The following events have been reported during therapy for HIV disease with 3TC alone and in combination with other anti-retroviral agents. With many it is unclear whether they are related to the medicinal products or are as a result of the underlying disease process.
The following convention has been utilised for the classification of undesirable effects: very common (>1/10), common (>1/100, <1/10), uncommon (>1/1,000, <1/100), rare (>1/10,000, <1/1,000) very rare (<1/10,000).
Blood and lymphatic systems disorders: Uncommon: Neutropenia, anaemia, thrombocytopenia. Very rare: Pure red cell aplasia.
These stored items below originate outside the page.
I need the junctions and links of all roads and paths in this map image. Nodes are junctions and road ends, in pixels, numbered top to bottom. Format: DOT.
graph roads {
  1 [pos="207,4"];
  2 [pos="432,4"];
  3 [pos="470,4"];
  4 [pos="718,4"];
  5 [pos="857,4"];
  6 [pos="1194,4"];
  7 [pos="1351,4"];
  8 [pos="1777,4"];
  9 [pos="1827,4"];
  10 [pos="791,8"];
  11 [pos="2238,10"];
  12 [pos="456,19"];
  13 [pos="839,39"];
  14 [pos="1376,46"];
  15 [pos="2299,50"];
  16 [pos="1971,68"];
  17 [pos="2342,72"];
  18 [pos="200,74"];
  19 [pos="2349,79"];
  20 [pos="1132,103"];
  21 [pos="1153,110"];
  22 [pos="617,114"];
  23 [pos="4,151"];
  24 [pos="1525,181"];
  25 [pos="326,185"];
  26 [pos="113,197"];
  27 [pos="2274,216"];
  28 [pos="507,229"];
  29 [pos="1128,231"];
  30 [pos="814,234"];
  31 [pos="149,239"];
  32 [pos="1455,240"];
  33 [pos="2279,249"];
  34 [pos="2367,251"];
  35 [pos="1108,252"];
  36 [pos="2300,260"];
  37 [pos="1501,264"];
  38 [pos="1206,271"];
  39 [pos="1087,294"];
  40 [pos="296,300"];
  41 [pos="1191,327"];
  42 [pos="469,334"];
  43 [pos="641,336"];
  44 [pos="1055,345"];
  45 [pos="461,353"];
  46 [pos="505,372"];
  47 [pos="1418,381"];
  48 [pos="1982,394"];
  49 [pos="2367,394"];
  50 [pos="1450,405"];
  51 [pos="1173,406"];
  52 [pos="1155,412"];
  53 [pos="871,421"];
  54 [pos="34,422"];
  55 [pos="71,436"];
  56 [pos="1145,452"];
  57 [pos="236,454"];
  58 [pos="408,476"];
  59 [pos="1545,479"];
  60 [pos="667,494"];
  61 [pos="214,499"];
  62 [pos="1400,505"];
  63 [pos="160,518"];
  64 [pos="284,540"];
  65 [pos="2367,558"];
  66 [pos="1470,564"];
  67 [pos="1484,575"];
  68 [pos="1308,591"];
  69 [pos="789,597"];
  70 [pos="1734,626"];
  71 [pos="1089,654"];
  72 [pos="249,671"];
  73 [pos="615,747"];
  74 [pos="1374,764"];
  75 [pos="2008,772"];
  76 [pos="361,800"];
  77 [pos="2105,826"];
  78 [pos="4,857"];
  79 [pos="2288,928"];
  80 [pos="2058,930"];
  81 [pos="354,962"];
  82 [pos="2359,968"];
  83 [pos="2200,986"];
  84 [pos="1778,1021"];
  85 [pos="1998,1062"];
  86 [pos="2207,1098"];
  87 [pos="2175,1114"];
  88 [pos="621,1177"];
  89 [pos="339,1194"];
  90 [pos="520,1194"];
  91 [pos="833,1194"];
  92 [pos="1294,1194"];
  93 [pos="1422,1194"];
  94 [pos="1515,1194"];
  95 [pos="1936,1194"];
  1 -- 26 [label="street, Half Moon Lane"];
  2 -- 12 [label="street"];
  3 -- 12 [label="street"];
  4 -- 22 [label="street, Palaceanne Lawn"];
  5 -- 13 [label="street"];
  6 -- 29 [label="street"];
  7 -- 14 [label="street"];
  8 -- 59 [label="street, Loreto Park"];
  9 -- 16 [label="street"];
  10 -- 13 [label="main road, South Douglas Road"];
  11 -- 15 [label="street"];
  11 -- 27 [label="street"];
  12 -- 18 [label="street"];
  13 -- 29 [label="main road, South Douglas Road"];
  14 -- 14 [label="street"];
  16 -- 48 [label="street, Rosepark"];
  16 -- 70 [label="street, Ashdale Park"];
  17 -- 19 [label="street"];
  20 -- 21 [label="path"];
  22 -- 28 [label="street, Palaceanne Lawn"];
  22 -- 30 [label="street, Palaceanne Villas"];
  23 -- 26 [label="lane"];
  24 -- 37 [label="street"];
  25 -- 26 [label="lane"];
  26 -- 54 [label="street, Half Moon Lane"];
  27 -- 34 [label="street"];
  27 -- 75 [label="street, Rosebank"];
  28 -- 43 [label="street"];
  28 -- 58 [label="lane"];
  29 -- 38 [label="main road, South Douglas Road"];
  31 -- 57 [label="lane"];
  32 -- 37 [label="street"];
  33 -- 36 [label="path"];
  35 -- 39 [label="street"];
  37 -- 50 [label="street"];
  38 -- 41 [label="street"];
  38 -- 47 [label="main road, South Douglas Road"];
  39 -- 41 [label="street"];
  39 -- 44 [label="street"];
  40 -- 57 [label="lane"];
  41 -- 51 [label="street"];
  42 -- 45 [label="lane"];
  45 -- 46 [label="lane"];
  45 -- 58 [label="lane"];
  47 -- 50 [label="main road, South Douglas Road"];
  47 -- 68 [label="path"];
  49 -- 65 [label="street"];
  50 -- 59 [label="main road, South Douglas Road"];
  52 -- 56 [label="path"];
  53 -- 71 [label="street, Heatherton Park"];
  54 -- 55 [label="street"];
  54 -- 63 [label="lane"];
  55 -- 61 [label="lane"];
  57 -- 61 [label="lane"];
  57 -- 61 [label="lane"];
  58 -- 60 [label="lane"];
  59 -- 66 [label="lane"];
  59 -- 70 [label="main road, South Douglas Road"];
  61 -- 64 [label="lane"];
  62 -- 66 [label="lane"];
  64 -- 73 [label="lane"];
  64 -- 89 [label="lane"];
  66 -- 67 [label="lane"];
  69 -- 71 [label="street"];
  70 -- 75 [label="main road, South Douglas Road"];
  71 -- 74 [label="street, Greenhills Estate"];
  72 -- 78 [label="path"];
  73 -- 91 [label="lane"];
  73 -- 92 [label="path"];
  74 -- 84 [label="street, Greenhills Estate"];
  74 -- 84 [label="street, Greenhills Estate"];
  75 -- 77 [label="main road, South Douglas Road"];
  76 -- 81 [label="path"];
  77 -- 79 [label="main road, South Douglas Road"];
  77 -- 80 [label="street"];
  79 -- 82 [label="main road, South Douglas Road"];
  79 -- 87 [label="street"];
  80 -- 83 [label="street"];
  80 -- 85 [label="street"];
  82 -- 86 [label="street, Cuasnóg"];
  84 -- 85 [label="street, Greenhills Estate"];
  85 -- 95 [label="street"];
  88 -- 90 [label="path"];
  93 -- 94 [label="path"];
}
Metabolism and nutrition disorders: Common: Hyperlactataemia. Rare: Lactic acidosis (see Precautions).
Nervous system disorders: Common: Headache. Very rare: Paraesthesia. Peripheral neuropathy has been reported although a causal relationship to treatment is uncertain.
Gastrointestinal disorders: Common: Nausea, vomiting, upper abdominal pain, diarrhoea. Rare: Pancreatitis, although a causal relationship to treatment is uncertain. Rises in serum amylase.
Hepatobiliary disorders: Uncommon: Transient rises in liver enzymes (AST, ALT).
Skin and subcutaneous tissue disorders: Common: Rash, alopecia.
Musculoskeletal and connective tissue disorders: Common: Arthralgia, muscle disorders. Rare: Rhabdomyolysis.
General disorders and administration site conditions: Common: Fatigue, malaise, fever.
Paediatric population: The safety database to support lamivudine once daily dosing in paediatric patients comes from the ARROW Trial (COL105677) in which 669 HIV-1 infected paediatric subjects received abacavir and lamivudine either once or twice daily (see Pharmacology: Pharmacodynamics: Clinical Studies under Actions). No additional safety issues have been identified in paediatric subjects receiving either once or twice daily dosing compared to adults.